Unidentified cop will be allowed to sue BLM activist for injury after SCOTUS ruling

 April 16, 2024

A police officer who was injured during a Black Lives Matter-led protest in 2016 will finally have the chance to get some justice thanks to the U.S. Supreme Court.

According to The Hill, activist DeRay Mckesson's First Amendment appeal was turned away by the high court on Monday, clearing the way for an officer, identified only as John Doe, to file a lawsuit against the BLM leader.

The protest during which the officer was injured happened in the days after the police shooting of Alton Sterling in Baton Rouge, Louisiana.

Mckesson had organized a protest that blocked a highway outside of the police station, which ultimately resulted in the unnamed officer being hit with a "rock-like object."

The injury, according to reports, caused the officer brain trauma issues, among other issues, according to court documents filed in the lawsuit.

The Hill noted:

Mckesson did not throw the object, and it is undisputed that he never authorized the violence. But the officer claims that Mckesson’s leadership at the event still makes him liable for the unidentified culprit’s actions.

The BLM leader had already lost his First Amendment appeal attempt in lower courts, which forced the issue to SCOTUS to finally decide.

Attorneys with the American Civil Liberties Union (ACLU) issued a statement in the wake of the Supreme Court refusing to acknowledge the BLM leader's appeal, calling it "unfathomable."
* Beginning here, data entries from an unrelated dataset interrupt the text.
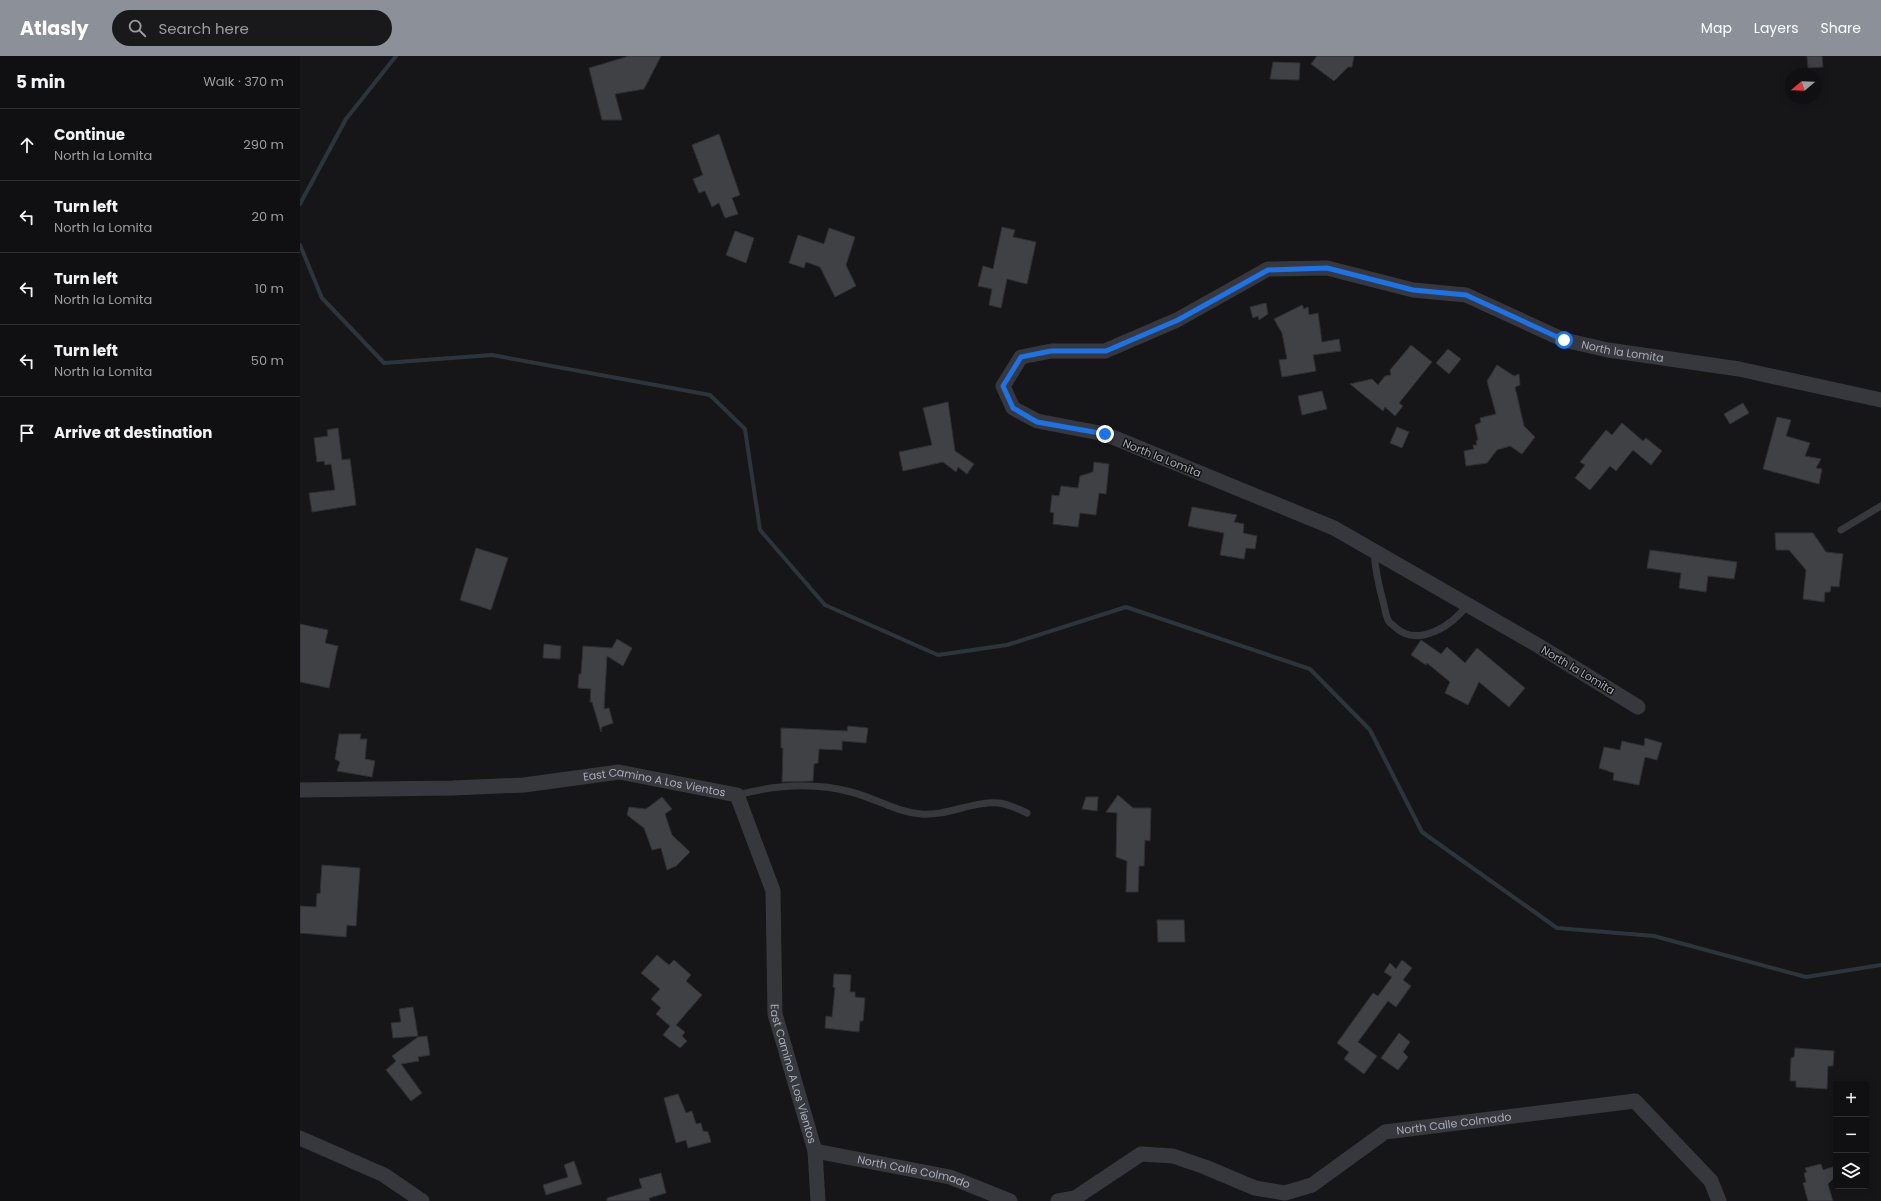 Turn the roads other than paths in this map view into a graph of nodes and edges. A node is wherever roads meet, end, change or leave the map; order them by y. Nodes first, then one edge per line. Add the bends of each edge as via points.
1 (1881, 400) edge
2 (1881, 506) edge
3 (1841, 530) dead end
4 (1374, 551) junction
5 (1467, 605) junction
6 (1638, 707) dead end
7 (300, 790) edge
8 (737, 795) junction
9 (1027, 813) dead end
10 (300, 1138) edge
11 (816, 1151) junction
12 (422, 1201) edge
13 (818, 1201) edge
14 (1010, 1201) edge
15 (1058, 1201) edge
16 (1719, 1201) edge

1 - 4 street, North la Lomita via 1739,369 1608,350 1564,340 1466,295 1413,290 1327,268 1268,270 1178,320 1106,351 1051,351 1021,357 1003,386 1013,408 1037,422 1105,434 1334,528
2 - 3 lane
4 - 5 street, North la Lomita
4 - 5 lane via 1375,573 1388,621 1400,632 1413,635 1430,634 1461,615
5 - 6 street, North la Lomita
7 - 8 street, East Camino A Los Vientos via 524,785 619,772
8 - 9 lane via 763,788 804,786 852,792 898,809 920,814 941,814 986,803 1000,803
8 - 11 street, East Camino A Los Vientos via 773,891 775,1014
10 - 12 street via 384,1175
11 - 13 street, East Camino A Los Vientos
11 - 14 street, North Calle Colmado via 950,1178
15 - 16 street, North Calle Colmado via 1075,1198 1141,1154 1173,1156 1255,1188 1285,1193 1312,1185 1385,1132 1635,1101 1711,1181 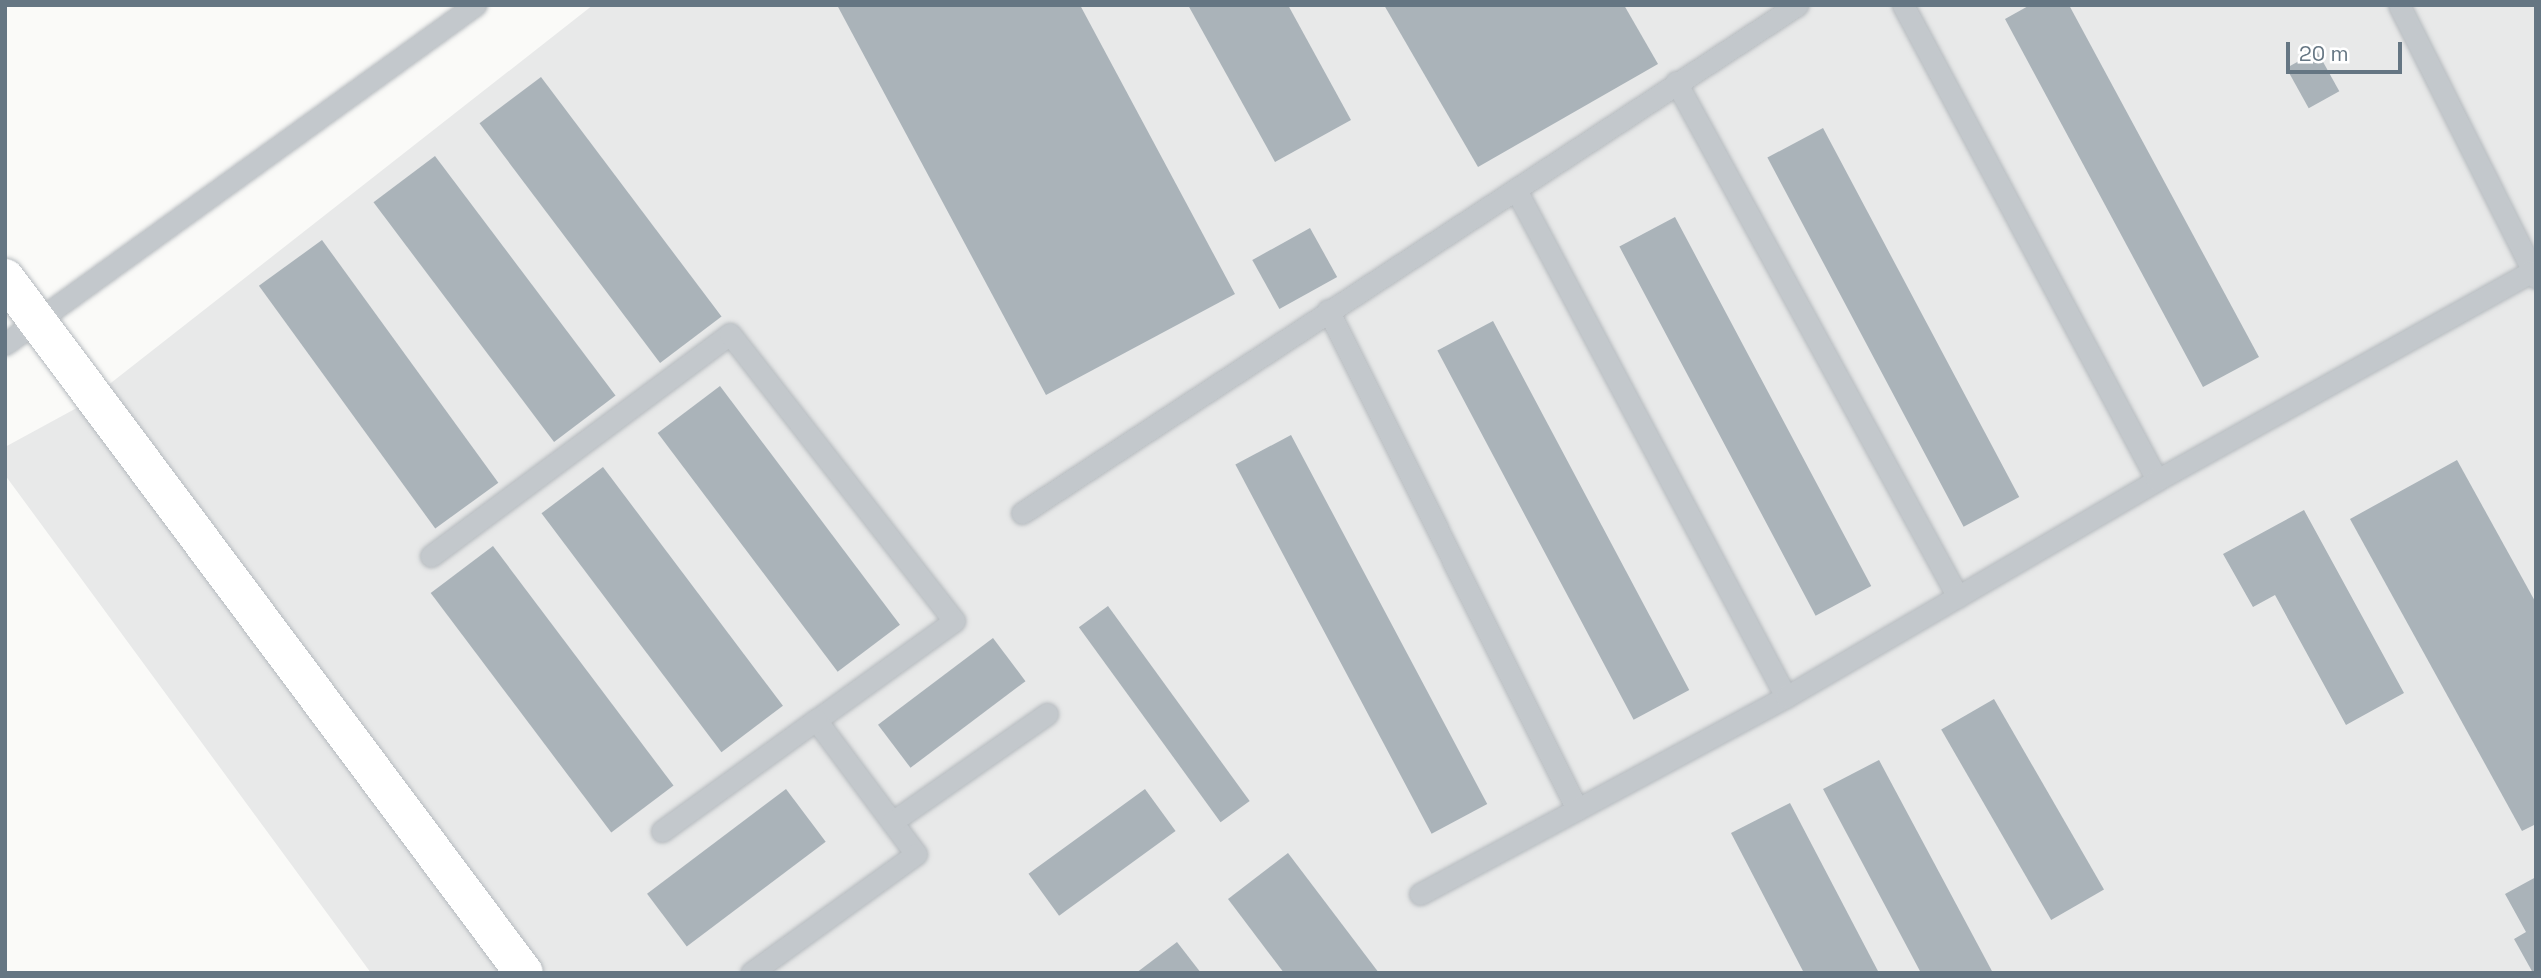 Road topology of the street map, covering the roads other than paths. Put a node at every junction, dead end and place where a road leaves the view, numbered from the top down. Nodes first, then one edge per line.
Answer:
1 (475, 5) edge
2 (1903, 5) edge
3 (2399, 5) edge
4 (1795, 6) edge
5 (1676, 82) junction
6 (1516, 190) junction
7 (2534, 274) edge
8 (5, 278) edge
9 (1328, 310) junction
10 (37, 321) junction
11 (5, 344) edge
12 (2157, 480) junction
13 (1021, 513) dead end
14 (431, 556) dead end
15 (1958, 597) junction
16 (1786, 697) junction
17 (1047, 714) dead end
18 (816, 720) junction
19 (1577, 809) junction
20 (892, 822) junction
21 (662, 831) dead end
22 (1420, 894) dead end
23 (524, 973) edge
24 (751, 973) edge

1 - 10 lane
2 - 12 lane
3 - 7 lane
4 - 5 lane
5 - 6 lane
5 - 15 lane
6 - 9 lane
6 - 16 lane
7 - 12 lane
8 - 10 main road
9 - 13 lane
9 - 19 lane
10 - 11 lane
10 - 23 main road
12 - 15 lane
14 - 18 lane
15 - 16 lane
16 - 19 lane
17 - 20 lane
18 - 20 lane
18 - 21 lane
19 - 22 lane
20 - 24 lane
"It is unfathomable under this Court’s First Amendment jurisprudence that a State would hold a protest leader liable in damages for a third party’s independent conduct that the leader himself neither incited, directed, authorized, nor ratified," ACLU lawyers wrote.

Lawyers for the police officer issued their own statement, arguing that the First Amendment, when it rises to the level of violence, needs to be contained.

"There is nothing un-American or unconstitutional about chilling speech designed specifically and effectively to engage police officers, where time after time the time, the place and manner of the speech has resulted in looting, property destruction, business closures, personal injury, economic loss, bystander and police injury," his lawyers wrote.

They added, "The time, place and manner of delivering First Amended protected speech matters."

Further details regarding the unidentified Louisiana police officer's lawsuit against Mckesson were unavailable.